> [Work instruction]:
Across the entries below, how many lines include the word "يونيو"? Reply with only the number.

> [Task input]:
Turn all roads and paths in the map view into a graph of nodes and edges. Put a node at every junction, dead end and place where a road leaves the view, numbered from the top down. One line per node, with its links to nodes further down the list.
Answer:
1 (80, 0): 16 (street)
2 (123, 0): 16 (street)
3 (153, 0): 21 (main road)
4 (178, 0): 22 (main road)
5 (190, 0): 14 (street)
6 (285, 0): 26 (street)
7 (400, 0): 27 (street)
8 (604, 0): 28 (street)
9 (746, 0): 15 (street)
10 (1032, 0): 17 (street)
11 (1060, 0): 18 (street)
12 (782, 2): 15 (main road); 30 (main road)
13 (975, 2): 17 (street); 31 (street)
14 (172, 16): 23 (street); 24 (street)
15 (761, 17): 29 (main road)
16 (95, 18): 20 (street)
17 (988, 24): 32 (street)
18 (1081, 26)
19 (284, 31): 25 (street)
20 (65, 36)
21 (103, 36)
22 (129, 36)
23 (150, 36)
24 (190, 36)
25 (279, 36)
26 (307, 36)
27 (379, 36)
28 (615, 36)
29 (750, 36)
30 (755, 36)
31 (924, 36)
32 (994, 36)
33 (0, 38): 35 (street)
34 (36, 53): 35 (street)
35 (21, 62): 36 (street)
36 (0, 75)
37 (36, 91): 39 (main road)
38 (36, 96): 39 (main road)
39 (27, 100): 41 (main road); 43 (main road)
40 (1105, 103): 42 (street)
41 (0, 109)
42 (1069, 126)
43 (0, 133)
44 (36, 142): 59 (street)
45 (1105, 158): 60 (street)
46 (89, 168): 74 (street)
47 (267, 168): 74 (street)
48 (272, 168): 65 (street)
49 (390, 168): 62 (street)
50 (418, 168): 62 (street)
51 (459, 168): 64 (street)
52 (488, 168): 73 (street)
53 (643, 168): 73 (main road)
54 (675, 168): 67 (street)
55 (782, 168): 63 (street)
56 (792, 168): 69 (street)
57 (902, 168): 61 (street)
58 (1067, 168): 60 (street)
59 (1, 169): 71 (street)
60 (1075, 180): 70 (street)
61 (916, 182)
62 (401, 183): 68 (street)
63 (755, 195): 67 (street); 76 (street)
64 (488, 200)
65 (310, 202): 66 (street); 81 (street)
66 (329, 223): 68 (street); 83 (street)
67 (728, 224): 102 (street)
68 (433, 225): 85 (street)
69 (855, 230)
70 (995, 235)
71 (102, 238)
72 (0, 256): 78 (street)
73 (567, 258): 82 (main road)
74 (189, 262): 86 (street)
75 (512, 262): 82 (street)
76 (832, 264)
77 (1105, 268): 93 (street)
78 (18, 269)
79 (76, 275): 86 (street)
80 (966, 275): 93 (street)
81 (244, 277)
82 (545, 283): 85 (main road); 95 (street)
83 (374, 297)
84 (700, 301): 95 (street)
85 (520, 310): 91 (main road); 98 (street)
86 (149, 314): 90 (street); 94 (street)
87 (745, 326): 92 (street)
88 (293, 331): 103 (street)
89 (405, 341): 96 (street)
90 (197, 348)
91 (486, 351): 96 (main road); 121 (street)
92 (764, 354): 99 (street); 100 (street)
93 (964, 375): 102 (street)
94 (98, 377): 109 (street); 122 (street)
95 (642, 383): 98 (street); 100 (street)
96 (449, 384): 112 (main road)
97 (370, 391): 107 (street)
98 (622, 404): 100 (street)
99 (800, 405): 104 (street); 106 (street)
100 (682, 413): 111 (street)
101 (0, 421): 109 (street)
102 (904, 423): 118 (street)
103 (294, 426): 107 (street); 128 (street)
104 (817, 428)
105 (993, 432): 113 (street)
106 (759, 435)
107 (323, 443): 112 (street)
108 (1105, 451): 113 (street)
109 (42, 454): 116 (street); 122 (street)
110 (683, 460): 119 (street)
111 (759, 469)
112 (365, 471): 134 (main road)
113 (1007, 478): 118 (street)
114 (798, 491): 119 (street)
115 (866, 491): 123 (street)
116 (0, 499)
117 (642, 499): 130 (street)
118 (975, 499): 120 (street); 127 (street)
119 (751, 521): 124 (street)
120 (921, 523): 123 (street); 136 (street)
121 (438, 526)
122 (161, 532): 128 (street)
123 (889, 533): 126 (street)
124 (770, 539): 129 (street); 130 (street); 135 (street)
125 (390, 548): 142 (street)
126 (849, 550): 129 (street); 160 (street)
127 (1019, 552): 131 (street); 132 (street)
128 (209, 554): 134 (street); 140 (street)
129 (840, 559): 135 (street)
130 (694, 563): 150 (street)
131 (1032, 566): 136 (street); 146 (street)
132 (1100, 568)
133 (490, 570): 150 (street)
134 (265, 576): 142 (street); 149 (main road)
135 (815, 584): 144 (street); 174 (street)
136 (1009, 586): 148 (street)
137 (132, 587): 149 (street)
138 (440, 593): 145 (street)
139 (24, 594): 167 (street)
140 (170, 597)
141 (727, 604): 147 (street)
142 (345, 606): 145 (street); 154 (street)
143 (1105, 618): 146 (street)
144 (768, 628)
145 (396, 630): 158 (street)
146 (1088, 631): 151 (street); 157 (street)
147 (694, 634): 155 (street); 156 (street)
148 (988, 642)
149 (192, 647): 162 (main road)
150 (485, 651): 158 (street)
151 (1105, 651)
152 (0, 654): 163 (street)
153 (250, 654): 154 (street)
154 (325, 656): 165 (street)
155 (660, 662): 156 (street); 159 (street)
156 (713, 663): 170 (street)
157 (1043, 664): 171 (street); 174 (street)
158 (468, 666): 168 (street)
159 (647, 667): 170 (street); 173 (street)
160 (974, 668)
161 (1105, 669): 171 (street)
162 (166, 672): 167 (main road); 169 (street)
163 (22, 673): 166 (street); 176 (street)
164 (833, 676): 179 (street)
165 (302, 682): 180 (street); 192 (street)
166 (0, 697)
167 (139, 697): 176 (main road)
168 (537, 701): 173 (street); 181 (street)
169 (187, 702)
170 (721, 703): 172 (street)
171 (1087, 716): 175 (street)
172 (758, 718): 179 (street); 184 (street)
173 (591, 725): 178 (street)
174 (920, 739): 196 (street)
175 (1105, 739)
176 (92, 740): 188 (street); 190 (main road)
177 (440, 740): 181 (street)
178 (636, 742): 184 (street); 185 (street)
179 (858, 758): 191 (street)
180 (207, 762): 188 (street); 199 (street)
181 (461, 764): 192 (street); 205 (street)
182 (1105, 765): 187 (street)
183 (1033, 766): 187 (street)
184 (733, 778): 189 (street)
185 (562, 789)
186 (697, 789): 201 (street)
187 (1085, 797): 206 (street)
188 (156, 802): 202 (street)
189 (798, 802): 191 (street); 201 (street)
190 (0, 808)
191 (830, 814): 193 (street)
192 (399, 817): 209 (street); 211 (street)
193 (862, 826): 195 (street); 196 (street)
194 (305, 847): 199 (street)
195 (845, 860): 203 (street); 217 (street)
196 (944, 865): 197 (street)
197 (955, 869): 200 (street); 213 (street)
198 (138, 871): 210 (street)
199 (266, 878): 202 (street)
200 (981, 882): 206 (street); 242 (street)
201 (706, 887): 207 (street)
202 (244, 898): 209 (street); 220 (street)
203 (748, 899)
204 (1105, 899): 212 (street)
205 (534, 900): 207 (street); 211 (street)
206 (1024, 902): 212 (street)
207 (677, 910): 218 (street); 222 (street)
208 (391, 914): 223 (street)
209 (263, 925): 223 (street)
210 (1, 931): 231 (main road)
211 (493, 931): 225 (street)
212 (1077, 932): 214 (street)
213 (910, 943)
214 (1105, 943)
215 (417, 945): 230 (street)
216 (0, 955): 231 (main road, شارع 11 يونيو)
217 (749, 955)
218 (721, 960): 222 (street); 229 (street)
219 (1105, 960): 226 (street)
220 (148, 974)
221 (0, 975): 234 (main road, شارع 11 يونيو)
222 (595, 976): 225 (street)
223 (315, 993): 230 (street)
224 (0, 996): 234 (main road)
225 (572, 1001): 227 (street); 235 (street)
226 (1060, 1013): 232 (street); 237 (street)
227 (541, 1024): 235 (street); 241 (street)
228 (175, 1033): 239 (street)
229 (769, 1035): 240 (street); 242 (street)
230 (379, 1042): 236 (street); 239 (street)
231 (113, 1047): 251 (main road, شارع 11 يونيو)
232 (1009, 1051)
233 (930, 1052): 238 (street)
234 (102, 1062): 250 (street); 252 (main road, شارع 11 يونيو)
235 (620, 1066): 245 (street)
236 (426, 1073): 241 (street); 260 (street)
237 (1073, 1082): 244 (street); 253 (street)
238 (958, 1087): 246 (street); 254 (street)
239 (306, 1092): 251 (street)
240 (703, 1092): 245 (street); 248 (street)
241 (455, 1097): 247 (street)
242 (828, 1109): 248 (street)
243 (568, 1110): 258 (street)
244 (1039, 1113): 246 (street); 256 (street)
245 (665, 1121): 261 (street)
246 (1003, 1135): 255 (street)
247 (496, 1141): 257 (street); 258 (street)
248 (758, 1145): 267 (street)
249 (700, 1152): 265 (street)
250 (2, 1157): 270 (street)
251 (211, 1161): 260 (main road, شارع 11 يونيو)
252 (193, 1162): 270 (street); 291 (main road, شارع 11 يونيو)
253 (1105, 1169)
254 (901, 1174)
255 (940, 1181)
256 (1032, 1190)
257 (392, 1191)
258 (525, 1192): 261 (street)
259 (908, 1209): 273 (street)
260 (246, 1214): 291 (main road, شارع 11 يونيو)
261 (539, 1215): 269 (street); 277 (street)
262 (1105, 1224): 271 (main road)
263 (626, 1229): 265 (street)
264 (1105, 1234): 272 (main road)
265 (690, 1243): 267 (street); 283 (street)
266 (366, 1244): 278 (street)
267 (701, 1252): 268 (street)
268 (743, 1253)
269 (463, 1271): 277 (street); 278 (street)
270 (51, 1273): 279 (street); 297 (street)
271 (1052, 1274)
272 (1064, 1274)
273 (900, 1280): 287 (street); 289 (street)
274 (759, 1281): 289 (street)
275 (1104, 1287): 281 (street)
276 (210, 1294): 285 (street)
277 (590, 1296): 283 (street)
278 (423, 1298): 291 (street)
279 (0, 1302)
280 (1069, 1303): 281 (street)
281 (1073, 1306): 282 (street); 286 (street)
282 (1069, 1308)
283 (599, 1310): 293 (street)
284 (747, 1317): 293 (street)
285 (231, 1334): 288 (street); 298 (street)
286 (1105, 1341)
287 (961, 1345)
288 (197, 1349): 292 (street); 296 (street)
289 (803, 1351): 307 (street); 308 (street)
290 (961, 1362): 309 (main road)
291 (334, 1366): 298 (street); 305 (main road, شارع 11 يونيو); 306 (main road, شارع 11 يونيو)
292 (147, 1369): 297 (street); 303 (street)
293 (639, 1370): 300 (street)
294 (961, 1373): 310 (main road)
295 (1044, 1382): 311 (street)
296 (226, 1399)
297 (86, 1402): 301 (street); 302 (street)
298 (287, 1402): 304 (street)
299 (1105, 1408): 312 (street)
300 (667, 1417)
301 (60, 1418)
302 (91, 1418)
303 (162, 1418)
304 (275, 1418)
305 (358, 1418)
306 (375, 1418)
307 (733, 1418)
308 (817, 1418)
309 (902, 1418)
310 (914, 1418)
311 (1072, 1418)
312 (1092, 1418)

> [Final answer]:
8